• WORK REQUIRED:
Lines from the material below that hold the string "Pigadion" are what is needed; copy each of them.

*** RECORDS SHOWN ***

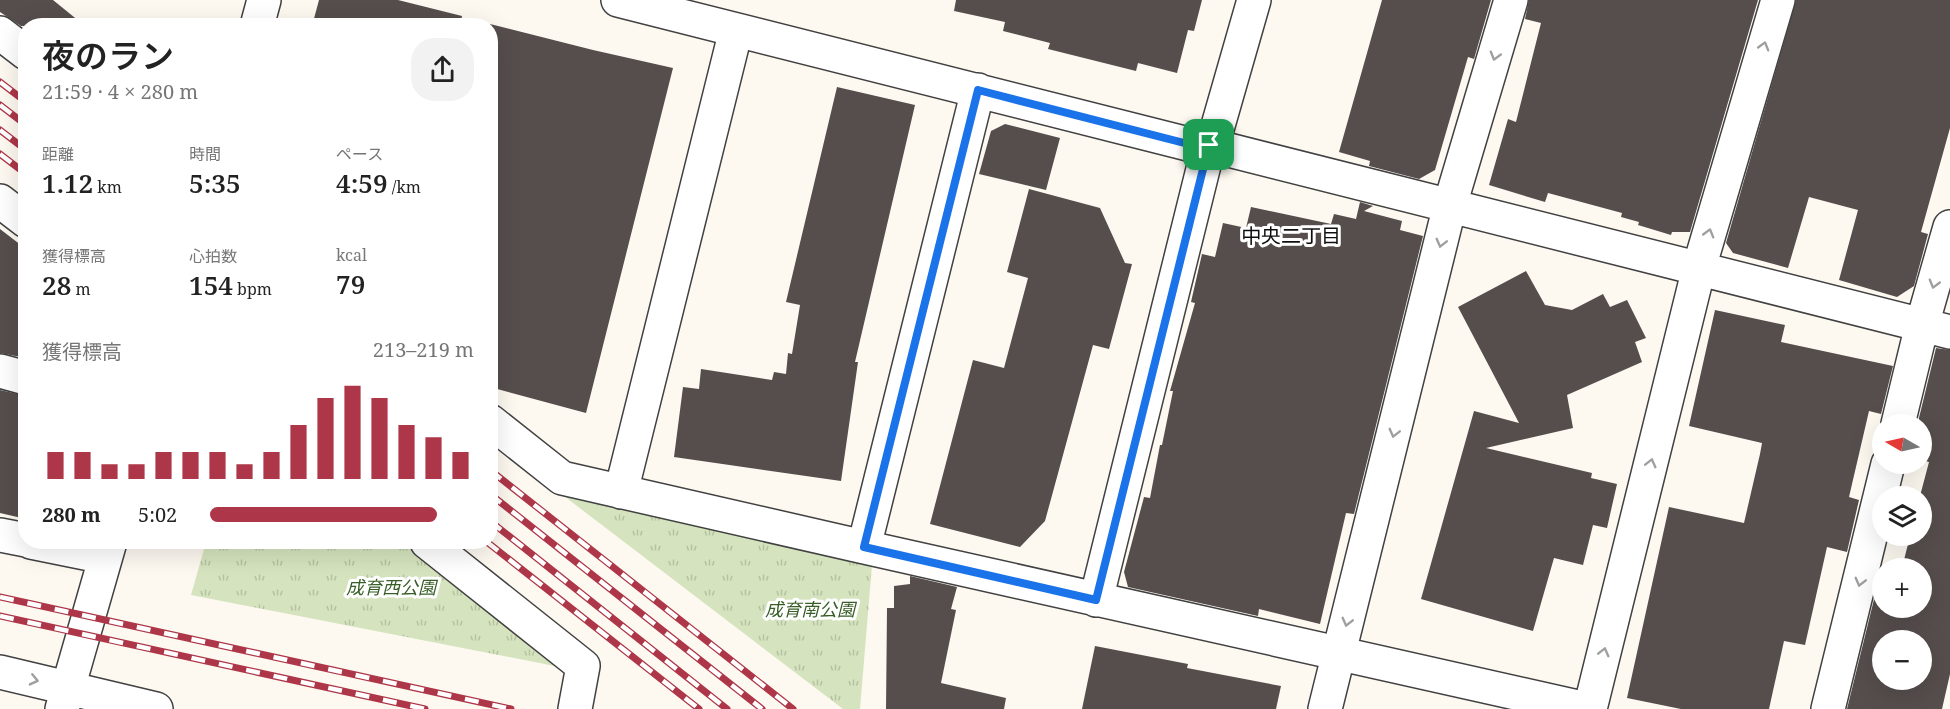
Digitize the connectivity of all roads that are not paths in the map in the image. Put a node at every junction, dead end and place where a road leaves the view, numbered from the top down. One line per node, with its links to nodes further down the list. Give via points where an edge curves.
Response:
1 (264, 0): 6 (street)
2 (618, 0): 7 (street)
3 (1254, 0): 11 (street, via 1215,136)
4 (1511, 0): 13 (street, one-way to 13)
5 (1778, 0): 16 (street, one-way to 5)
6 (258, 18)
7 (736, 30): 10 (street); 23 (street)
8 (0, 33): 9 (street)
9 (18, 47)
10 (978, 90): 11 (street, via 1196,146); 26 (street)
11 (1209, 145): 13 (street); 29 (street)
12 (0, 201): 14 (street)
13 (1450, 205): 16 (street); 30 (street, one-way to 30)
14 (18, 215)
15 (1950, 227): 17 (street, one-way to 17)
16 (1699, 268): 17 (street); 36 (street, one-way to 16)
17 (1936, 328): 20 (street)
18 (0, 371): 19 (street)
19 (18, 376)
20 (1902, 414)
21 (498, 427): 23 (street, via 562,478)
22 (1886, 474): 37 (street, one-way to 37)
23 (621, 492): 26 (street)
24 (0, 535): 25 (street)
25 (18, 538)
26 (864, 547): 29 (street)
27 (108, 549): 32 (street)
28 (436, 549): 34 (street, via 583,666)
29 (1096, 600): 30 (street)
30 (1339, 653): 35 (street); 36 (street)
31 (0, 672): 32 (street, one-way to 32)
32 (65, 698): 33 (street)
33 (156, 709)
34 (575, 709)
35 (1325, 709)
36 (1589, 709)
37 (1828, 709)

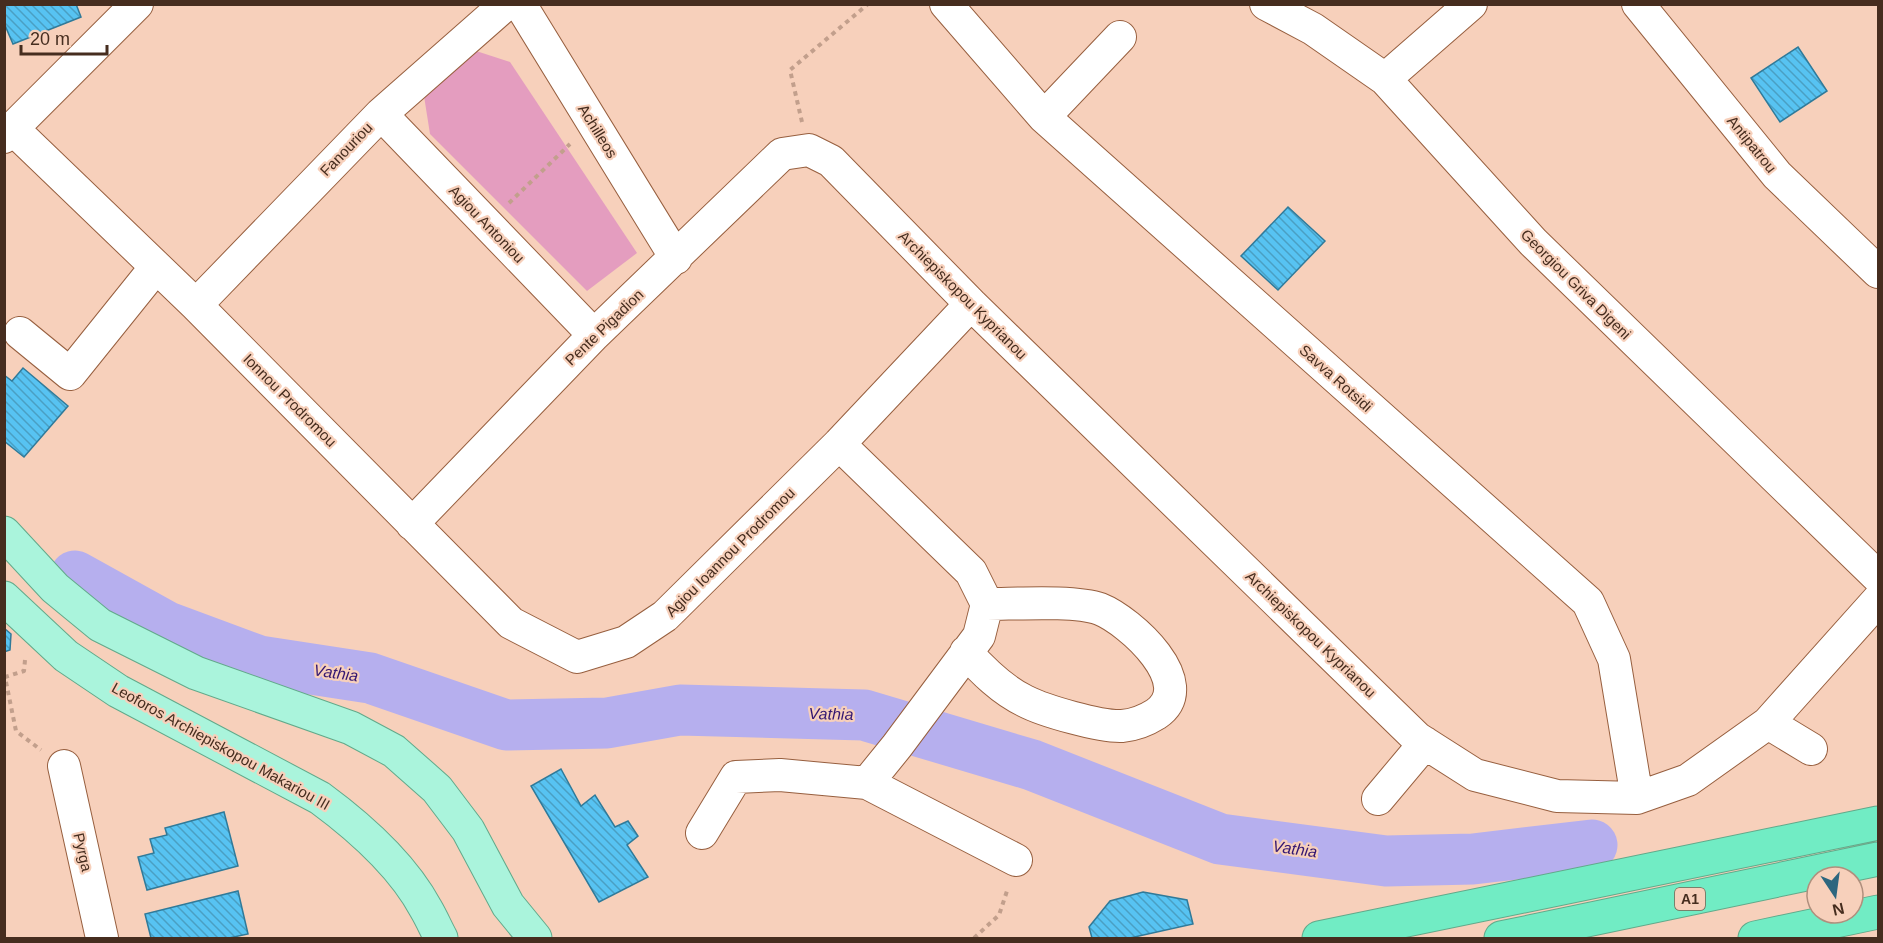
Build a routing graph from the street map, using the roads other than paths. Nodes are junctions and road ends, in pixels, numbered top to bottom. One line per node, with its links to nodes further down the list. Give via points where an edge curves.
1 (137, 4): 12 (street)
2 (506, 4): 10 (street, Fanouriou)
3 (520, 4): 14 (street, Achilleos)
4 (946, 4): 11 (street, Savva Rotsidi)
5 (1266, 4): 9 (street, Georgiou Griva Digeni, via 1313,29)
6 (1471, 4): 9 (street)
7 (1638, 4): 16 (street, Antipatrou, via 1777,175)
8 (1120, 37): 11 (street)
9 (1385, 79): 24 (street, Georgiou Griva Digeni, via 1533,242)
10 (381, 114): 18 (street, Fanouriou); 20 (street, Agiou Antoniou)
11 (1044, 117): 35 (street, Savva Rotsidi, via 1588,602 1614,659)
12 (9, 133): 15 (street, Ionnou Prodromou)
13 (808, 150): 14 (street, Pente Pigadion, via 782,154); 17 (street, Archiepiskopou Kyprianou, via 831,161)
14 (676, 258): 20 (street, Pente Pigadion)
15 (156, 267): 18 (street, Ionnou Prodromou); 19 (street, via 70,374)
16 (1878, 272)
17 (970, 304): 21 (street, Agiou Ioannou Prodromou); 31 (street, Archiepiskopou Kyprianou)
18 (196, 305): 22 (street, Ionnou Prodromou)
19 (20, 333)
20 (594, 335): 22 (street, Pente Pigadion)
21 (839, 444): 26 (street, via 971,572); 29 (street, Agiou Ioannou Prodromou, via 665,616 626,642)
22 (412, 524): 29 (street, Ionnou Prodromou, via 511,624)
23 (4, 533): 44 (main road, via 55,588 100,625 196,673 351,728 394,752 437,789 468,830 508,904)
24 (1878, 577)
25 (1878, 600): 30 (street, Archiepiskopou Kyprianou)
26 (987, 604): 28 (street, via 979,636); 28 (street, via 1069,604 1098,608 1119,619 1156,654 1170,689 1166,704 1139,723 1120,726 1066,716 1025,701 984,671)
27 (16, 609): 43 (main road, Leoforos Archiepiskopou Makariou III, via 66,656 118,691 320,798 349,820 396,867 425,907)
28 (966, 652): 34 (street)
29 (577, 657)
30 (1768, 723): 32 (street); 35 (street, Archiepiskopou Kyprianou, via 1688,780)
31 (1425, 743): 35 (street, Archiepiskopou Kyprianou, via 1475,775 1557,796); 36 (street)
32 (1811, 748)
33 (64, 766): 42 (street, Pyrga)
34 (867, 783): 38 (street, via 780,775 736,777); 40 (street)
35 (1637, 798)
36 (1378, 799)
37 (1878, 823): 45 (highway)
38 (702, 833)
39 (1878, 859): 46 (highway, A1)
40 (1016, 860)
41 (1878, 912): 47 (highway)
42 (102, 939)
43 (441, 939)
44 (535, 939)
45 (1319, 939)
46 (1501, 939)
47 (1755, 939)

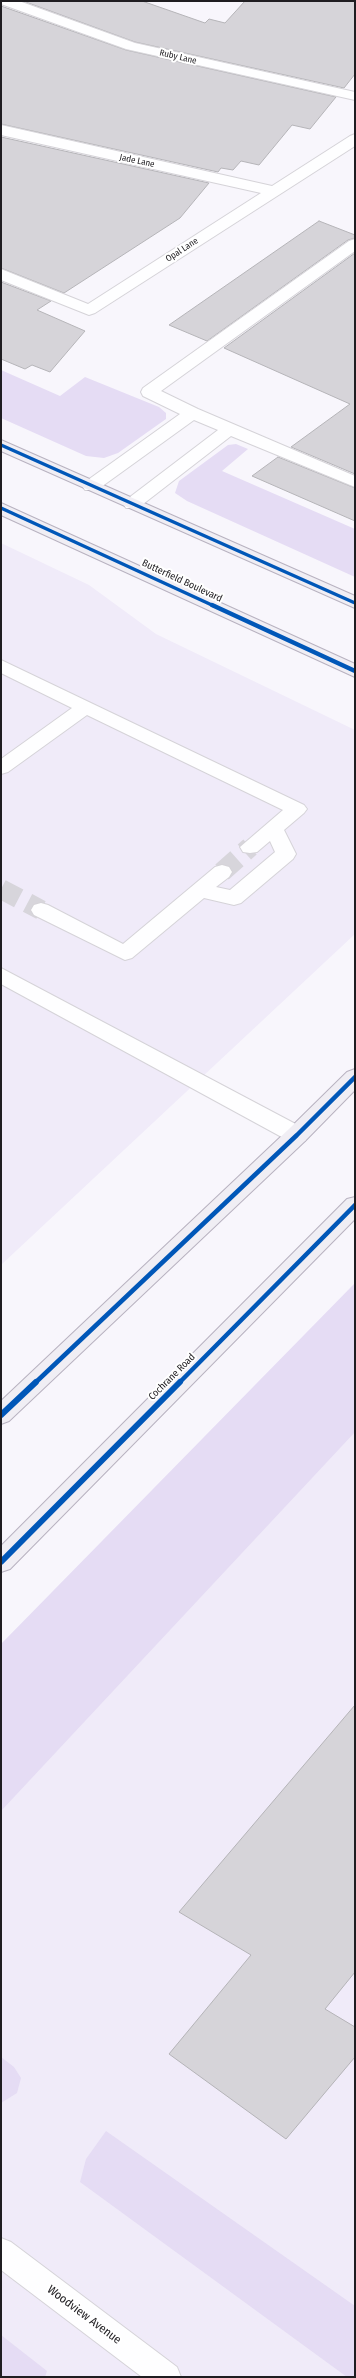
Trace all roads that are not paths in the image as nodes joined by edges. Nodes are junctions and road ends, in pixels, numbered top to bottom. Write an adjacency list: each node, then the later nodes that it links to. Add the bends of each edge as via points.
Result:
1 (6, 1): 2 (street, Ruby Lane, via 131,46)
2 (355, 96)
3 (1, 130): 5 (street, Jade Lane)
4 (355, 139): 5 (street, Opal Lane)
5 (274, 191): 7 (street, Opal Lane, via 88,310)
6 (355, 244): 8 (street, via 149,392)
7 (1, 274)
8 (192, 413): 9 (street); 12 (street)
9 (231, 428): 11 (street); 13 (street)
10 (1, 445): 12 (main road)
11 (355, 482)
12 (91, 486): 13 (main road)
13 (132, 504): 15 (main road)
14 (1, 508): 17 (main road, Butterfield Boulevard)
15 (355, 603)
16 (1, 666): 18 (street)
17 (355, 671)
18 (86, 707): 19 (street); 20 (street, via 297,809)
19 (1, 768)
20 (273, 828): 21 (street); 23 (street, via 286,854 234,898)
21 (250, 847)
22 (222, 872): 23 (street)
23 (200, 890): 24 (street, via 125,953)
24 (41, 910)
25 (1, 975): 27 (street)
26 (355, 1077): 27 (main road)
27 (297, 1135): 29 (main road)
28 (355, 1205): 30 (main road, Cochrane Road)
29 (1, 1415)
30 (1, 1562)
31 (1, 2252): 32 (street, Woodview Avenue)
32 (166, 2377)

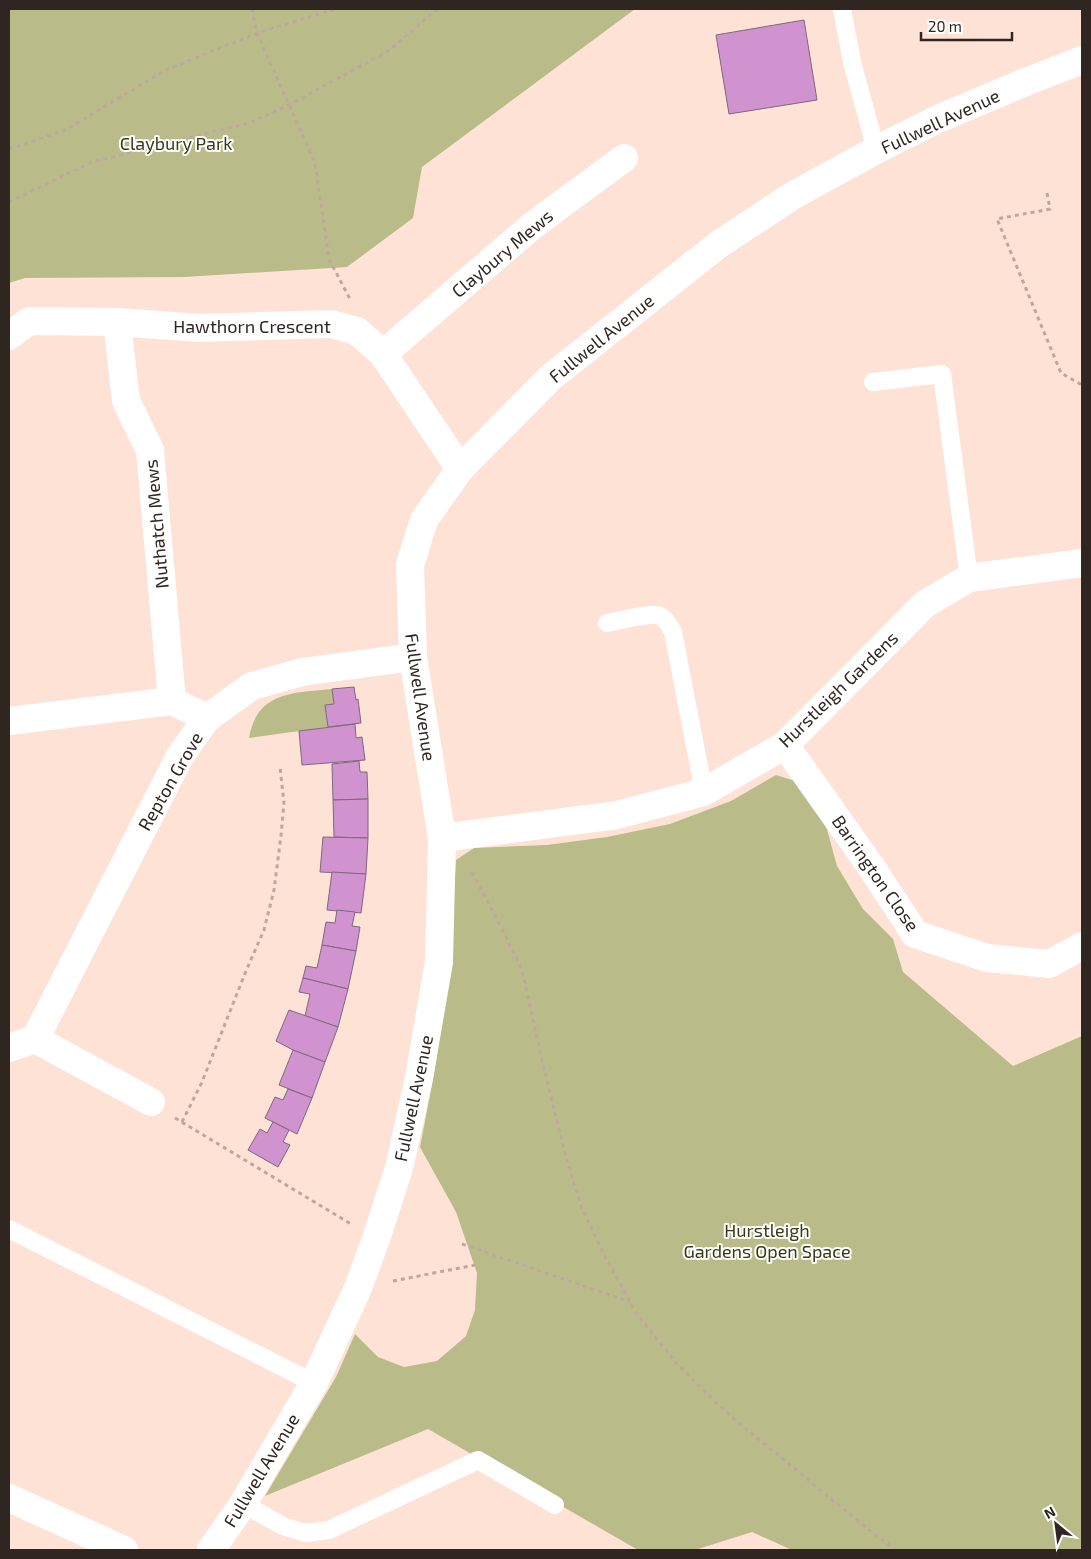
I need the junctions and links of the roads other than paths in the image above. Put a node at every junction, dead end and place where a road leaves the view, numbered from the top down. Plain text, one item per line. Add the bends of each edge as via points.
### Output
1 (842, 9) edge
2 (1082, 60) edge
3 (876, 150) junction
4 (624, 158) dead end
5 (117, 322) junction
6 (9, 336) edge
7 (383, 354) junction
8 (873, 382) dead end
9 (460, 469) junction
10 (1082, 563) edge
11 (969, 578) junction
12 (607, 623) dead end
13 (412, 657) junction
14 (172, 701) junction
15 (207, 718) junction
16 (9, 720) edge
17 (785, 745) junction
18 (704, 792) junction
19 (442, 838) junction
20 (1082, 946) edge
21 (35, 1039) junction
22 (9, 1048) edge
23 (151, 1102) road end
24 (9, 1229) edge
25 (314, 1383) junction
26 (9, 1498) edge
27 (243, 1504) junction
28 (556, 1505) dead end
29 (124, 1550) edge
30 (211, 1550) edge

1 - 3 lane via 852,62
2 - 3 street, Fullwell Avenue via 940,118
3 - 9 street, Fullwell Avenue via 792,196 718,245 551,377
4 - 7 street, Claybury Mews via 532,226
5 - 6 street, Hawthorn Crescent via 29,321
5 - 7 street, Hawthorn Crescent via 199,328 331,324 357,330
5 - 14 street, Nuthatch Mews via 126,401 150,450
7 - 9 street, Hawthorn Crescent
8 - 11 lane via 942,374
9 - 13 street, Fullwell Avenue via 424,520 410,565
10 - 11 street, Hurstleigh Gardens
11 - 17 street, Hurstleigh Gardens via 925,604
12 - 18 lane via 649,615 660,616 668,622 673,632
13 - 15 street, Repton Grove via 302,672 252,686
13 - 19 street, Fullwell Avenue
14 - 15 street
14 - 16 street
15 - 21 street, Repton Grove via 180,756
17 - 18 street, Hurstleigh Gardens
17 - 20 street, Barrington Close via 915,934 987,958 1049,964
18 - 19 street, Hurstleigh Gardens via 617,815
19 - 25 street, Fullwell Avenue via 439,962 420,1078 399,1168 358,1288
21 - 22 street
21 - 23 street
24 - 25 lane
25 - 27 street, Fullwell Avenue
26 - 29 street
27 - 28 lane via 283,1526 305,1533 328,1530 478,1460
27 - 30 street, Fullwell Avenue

*** End of RECORDS SHOWN ***

• WRITTEN ANSWER:
13 (808, 150): 14 (street, Pente Pigadion, via 782,154); 17 (street, Archiepiskopou Kyprianou, via 831,161)
14 (676, 258): 20 (street, Pente Pigadion)
20 (594, 335): 22 (street, Pente Pigadion)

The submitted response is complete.